AIM OF THE EXERCISE.
Would you copy out the following entries exactly, without any of the pictures?

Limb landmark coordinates

-- Opening Marker --

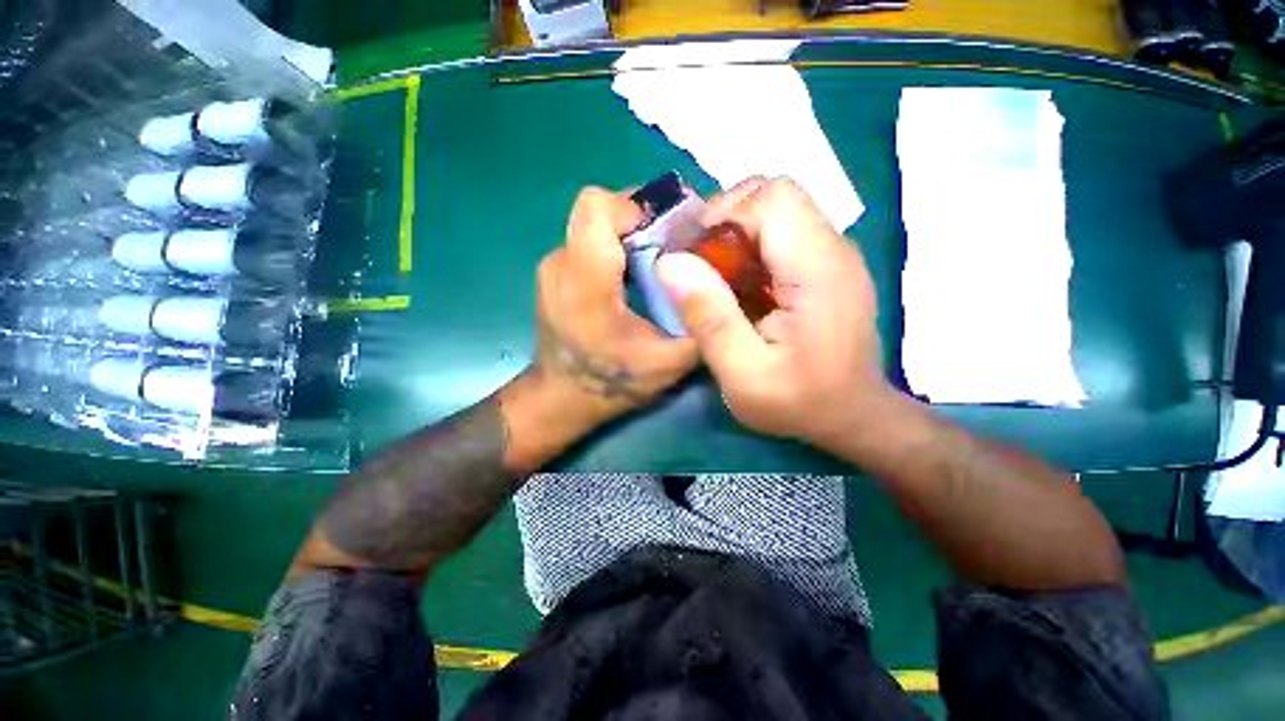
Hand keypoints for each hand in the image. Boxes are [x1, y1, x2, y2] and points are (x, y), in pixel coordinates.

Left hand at [533, 187, 698, 429]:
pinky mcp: (554, 274)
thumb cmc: (611, 383)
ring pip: (593, 224)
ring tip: (654, 261)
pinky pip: (586, 241)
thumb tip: (728, 292)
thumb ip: (701, 328)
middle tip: (669, 244)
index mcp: (586, 283)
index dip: (636, 207)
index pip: (597, 207)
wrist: (562, 398)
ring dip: (628, 233)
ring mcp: (552, 267)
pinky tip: (633, 276)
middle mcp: (560, 264)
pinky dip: (614, 247)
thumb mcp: (669, 364)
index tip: (668, 232)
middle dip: (638, 217)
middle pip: (596, 209)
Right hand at [655, 177, 892, 448]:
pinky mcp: (827, 265)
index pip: (770, 199)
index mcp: (817, 270)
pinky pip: (783, 233)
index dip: (722, 215)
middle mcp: (833, 248)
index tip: (692, 256)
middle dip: (726, 219)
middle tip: (701, 265)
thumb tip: (668, 263)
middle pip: (774, 194)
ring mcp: (834, 254)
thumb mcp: (742, 373)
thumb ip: (708, 317)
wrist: (852, 416)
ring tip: (717, 278)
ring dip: (736, 234)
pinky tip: (741, 286)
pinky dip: (751, 248)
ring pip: (777, 209)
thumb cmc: (799, 402)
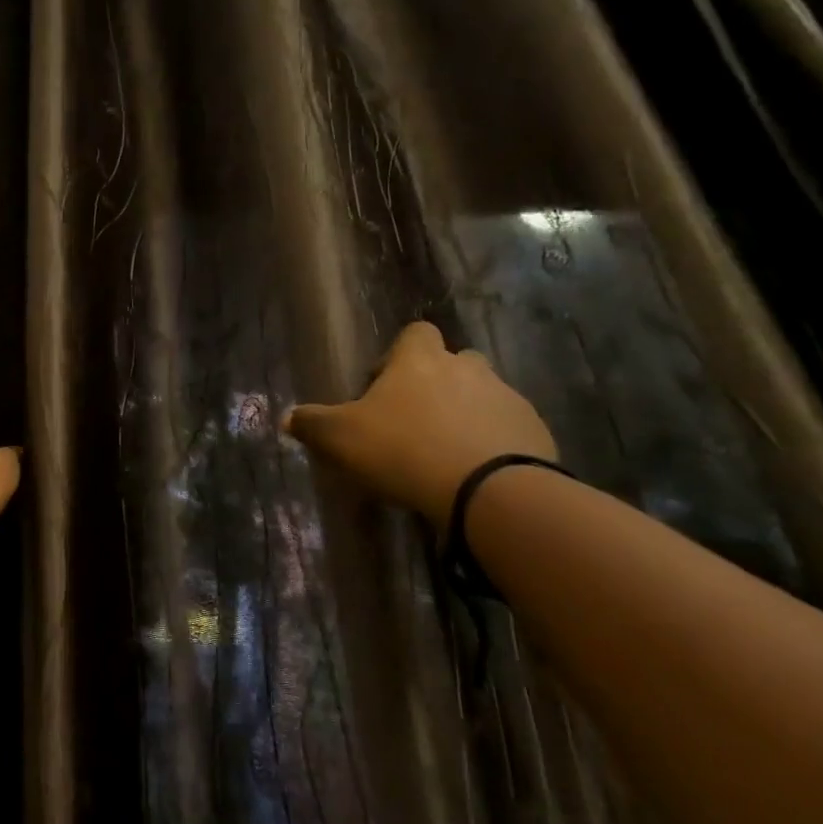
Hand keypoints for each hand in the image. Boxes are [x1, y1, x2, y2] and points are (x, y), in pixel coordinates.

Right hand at [283, 320, 556, 526]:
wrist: (488, 490)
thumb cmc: (403, 450)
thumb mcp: (339, 439)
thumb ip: (311, 424)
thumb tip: (287, 418)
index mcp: (419, 360)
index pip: (414, 333)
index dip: (398, 355)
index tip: (383, 387)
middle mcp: (466, 367)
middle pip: (453, 361)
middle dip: (437, 383)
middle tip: (415, 420)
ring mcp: (506, 397)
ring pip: (483, 394)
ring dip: (466, 413)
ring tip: (447, 452)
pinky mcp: (535, 431)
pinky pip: (509, 428)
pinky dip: (494, 442)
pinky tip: (476, 471)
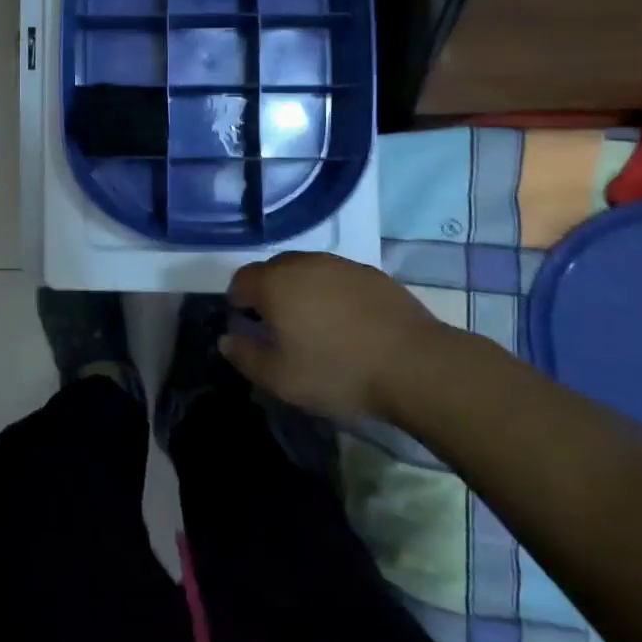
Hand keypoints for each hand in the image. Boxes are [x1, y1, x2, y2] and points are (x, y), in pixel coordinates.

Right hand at [221, 253, 443, 424]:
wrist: (415, 364)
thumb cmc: (337, 371)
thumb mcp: (280, 378)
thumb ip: (244, 356)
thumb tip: (226, 338)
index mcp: (274, 283)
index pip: (240, 281)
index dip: (237, 304)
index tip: (248, 329)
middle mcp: (303, 263)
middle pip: (272, 271)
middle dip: (268, 294)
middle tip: (279, 329)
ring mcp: (339, 264)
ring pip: (306, 272)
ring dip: (301, 291)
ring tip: (315, 327)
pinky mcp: (370, 273)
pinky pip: (336, 278)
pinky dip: (332, 294)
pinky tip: (347, 324)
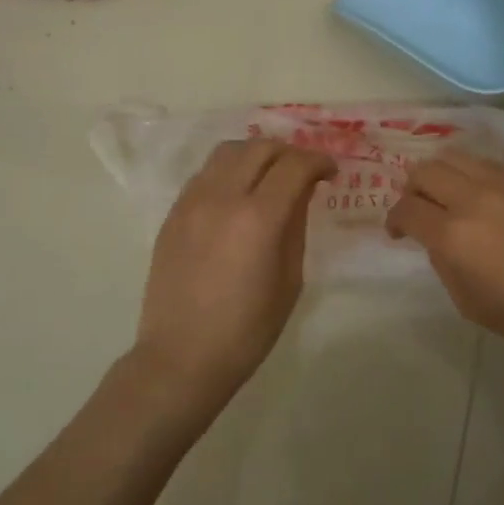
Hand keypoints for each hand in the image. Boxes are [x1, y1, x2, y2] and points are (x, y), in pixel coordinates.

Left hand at [132, 138, 337, 408]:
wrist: (182, 357)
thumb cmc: (247, 329)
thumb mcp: (289, 280)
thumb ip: (296, 227)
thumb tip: (300, 194)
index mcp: (258, 218)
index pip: (294, 166)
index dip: (319, 161)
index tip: (331, 173)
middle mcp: (222, 198)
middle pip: (260, 148)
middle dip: (289, 153)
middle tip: (304, 172)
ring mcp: (192, 202)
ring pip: (227, 152)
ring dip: (256, 155)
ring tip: (269, 176)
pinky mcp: (173, 214)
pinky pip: (205, 174)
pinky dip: (228, 171)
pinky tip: (237, 195)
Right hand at [386, 151, 503, 359]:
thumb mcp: (471, 303)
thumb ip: (444, 264)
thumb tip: (438, 240)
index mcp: (453, 235)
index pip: (406, 209)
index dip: (394, 220)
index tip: (398, 233)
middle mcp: (472, 198)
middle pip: (424, 171)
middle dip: (412, 189)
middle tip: (420, 209)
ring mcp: (503, 183)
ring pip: (455, 157)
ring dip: (442, 175)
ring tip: (450, 195)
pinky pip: (488, 164)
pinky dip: (473, 175)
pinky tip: (484, 196)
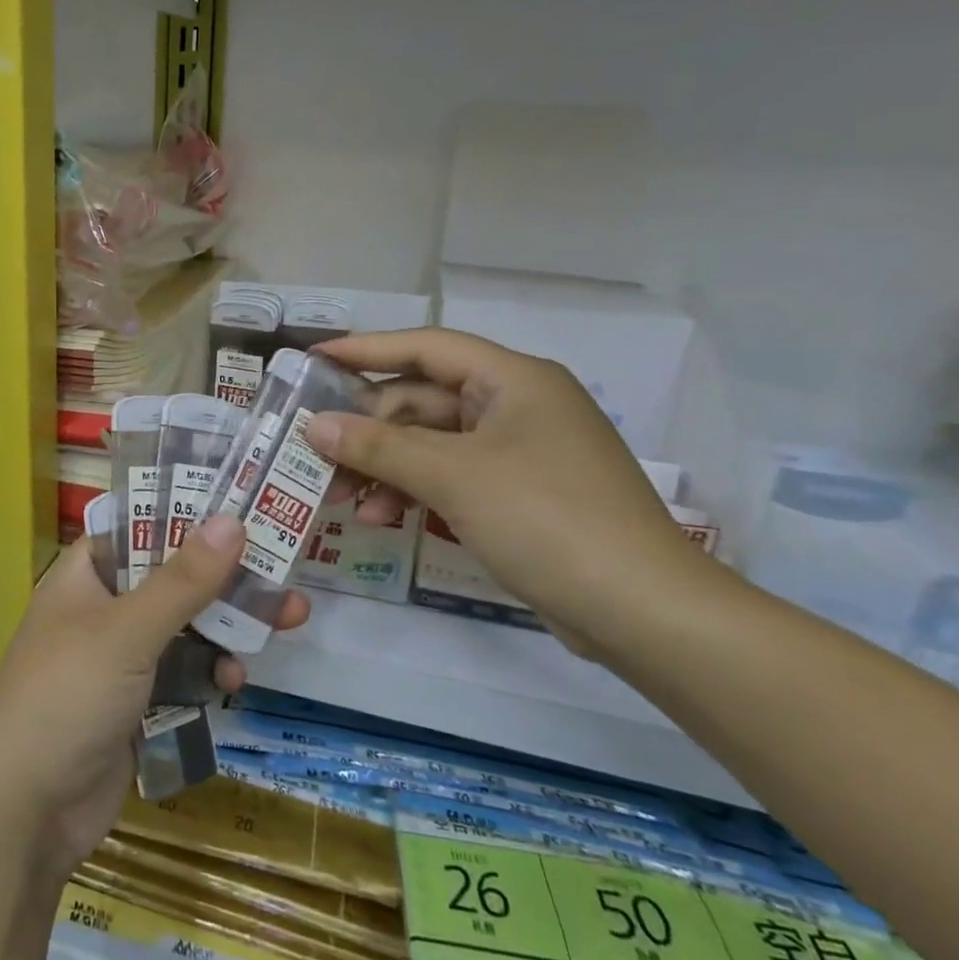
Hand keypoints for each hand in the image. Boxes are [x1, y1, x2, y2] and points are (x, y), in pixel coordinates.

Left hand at [0, 516, 309, 884]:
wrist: (28, 814)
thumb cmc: (68, 698)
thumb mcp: (128, 631)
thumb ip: (183, 579)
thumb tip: (231, 520)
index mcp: (84, 576)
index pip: (137, 526)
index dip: (184, 513)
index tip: (239, 505)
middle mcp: (101, 610)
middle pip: (171, 577)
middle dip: (225, 577)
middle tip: (283, 567)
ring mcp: (118, 659)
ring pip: (184, 627)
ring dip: (227, 625)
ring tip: (286, 619)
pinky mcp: (136, 703)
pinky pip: (183, 672)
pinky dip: (209, 671)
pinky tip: (233, 680)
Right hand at [307, 328, 715, 655]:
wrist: (643, 611)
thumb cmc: (547, 519)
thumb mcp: (454, 476)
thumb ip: (379, 446)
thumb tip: (316, 426)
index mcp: (513, 380)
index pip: (427, 347)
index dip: (367, 349)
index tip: (315, 359)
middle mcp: (515, 406)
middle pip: (422, 400)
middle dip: (368, 428)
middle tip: (318, 452)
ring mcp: (517, 452)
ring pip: (431, 443)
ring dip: (385, 466)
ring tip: (341, 496)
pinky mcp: (516, 494)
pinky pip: (449, 476)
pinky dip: (413, 492)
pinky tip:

-- Closing Marker --

TASK RESULT.
Hand keypoints for each hand in the image. Boxes are [x1, y1, x2, y2] and points are (x, y), in pixel coordinates.

Left hand at [533, 187, 698, 429]:
pinky mcp: (554, 274)
thumb cmc: (611, 383)
ring pip: (593, 224)
ring tip: (654, 261)
pinky pip: (586, 241)
thumb tip: (728, 292)
thumb ip: (701, 328)
middle tip: (669, 244)
index mcp: (586, 283)
index dip: (636, 207)
index pip: (597, 207)
wrist: (562, 398)
ring dip: (628, 233)
ring mcp: (552, 267)
pinky tip: (633, 276)
middle mcp: (560, 264)
pinky dip: (614, 247)
thumb mcp: (669, 364)
index tip: (668, 232)
middle dip: (638, 217)
middle pip: (596, 209)
Right hand at [655, 177, 892, 448]:
pinky mcp: (827, 265)
index pip: (770, 199)
index mcp: (817, 270)
pinky pip: (783, 233)
index dip: (722, 215)
middle mcp: (833, 248)
index tip: (692, 256)
middle dip: (726, 219)
middle tip: (701, 265)
thumb tip: (668, 263)
middle pip: (774, 194)
ring mcp: (834, 254)
thumb mcp: (742, 373)
thumb ip: (708, 317)
wrist: (852, 416)
ring tip: (717, 278)
ring dip: (736, 234)
pinky tip: (741, 286)
pinky dip: (751, 248)
ring pip: (777, 209)
thumb cmc: (799, 402)
Hand keypoints for each hand in the image. Boxes are [x1, y1, x2, y2] and points are (x, y), in pixel coordinates.

Right hand at [283, 320, 556, 526]:
wrist: (488, 490)
thumb cmc: (403, 450)
thumb mcp: (339, 439)
thumb ip: (311, 424)
thumb tip: (287, 418)
index mcp: (419, 360)
index pip: (414, 333)
index dip: (398, 355)
index tip: (383, 387)
middle mcp: (466, 367)
middle pip: (453, 361)
middle dip: (437, 383)
middle tip: (415, 420)
ring mcp: (506, 397)
ring pip: (483, 394)
ring dip: (466, 413)
ring tip: (447, 452)
pinky mcp: (535, 431)
pinky pip: (509, 428)
pinky dip: (494, 442)
pinky tip: (476, 471)
Hand keypoints for each hand in the image. Boxes are [x1, y1, x2, y2] and points are (x, y), in pixel coordinates.

Right hand at [221, 253, 443, 424]:
wrist: (415, 364)
thumb cmc: (337, 371)
thumb mcp: (280, 378)
thumb ip: (244, 356)
thumb tip: (226, 338)
index mcp: (274, 283)
index pip: (240, 281)
index dip: (237, 304)
index tip: (248, 329)
middle mcp: (303, 263)
middle pip: (272, 271)
middle dip: (268, 294)
middle tip: (279, 329)
ring mcp: (339, 264)
ring pip: (306, 272)
ring dip: (301, 291)
ring tip: (315, 327)
pinky mcp: (370, 273)
pinky pip: (336, 278)
pinky dip: (332, 294)
pinky tip: (347, 324)
Hand keypoints for each hand in the image. Boxes are [x1, y1, x2, y2] and points are (x, y), in pixel coordinates.

Left hand at [132, 138, 337, 408]:
wrist: (182, 357)
thumb cmc: (247, 329)
thumb mcp: (289, 280)
thumb ip: (296, 227)
thumb tip: (300, 194)
index mcp: (258, 218)
index pip: (294, 166)
index dip: (319, 161)
index tip: (331, 173)
middle mcp: (222, 198)
middle pip: (260, 148)
middle dip: (289, 153)
middle tip: (304, 172)
ring mcp: (192, 202)
ring pip: (227, 152)
ring dip: (256, 155)
ring tip: (269, 176)
pinky mcp: (173, 214)
pinky pip: (205, 174)
pinky dip: (228, 171)
pinky tip: (237, 195)
Right hand at [386, 151, 503, 359]:
thumb mcp: (471, 303)
thumb ip: (444, 264)
thumb tip: (438, 240)
index mcp: (453, 235)
index pip: (406, 209)
index dip: (394, 220)
index tip: (398, 233)
middle mcp: (472, 198)
middle pip: (424, 171)
middle dip: (412, 189)
middle tip: (420, 209)
ring mcp: (503, 183)
ring pip: (455, 157)
ring dip: (442, 175)
ring tip: (450, 195)
pinky pip: (488, 164)
pinky dip: (473, 175)
pinky tip: (484, 196)
Hand keypoints for each hand in the image. Boxes are [x1, y1, x2, y2] and points are (x, y), in pixel coordinates.

Left hand at [0, 516, 309, 884]:
wrist: (28, 814)
thumb cmc: (68, 698)
thumb mcp: (128, 631)
thumb ip: (183, 579)
thumb tip: (231, 520)
index mcp: (84, 576)
index pip: (137, 526)
index dip: (184, 513)
index tip: (239, 505)
middle mcp: (101, 610)
middle pip: (171, 577)
middle dip: (225, 577)
middle tip: (283, 567)
ring mcp: (118, 659)
ring pip: (184, 627)
ring dip: (227, 625)
ring tip: (286, 619)
pinky mcp: (136, 703)
pinky pip: (183, 672)
pinky dip: (209, 671)
pinky tip: (233, 680)
Right hand at [307, 328, 715, 655]:
wrist: (643, 611)
thumb cmc: (547, 519)
thumb mcp: (454, 476)
thumb ip: (379, 446)
thumb tip: (316, 426)
index mcp: (513, 380)
index pip: (427, 347)
index dip: (367, 349)
index tip: (315, 359)
middle mcp: (515, 406)
middle pip: (422, 400)
middle dip: (368, 428)
middle tip: (318, 452)
ring mcp: (517, 452)
ring pip: (431, 443)
ring dip: (385, 466)
ring tip: (341, 496)
pinky mcp: (516, 494)
pinky pip: (449, 476)
pinky dip: (413, 492)
pinky tip:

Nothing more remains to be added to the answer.